● What the task requires
Tally the lines of the records below that include the word "улица", and write down only that tally.

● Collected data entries
"""

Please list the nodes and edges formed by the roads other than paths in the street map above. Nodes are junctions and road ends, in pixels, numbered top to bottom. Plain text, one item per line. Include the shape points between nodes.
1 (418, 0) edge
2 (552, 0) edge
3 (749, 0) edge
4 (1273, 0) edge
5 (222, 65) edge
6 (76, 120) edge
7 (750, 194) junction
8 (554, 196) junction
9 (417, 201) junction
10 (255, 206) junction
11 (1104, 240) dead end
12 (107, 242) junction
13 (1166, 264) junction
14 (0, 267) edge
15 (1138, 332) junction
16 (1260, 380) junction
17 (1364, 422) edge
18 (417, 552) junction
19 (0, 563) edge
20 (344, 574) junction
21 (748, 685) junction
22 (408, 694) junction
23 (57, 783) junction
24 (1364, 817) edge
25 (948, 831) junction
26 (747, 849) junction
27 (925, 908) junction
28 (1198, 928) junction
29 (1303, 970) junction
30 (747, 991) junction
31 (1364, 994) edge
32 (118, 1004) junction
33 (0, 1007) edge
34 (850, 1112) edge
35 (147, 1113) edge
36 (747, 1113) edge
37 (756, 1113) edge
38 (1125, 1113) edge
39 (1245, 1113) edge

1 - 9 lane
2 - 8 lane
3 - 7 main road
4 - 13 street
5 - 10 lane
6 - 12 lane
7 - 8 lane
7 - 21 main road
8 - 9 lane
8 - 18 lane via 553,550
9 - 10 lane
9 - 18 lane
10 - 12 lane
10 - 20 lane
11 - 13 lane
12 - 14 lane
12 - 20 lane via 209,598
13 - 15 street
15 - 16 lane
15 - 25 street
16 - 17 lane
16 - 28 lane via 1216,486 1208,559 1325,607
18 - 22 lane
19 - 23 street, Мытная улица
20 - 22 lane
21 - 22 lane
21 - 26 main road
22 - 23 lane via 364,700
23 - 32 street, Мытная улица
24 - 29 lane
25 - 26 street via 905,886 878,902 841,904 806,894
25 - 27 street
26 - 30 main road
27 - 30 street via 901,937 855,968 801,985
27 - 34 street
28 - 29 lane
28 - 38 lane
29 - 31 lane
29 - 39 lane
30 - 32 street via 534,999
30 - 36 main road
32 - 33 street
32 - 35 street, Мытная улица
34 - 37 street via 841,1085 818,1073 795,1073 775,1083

"""

● Written solution
3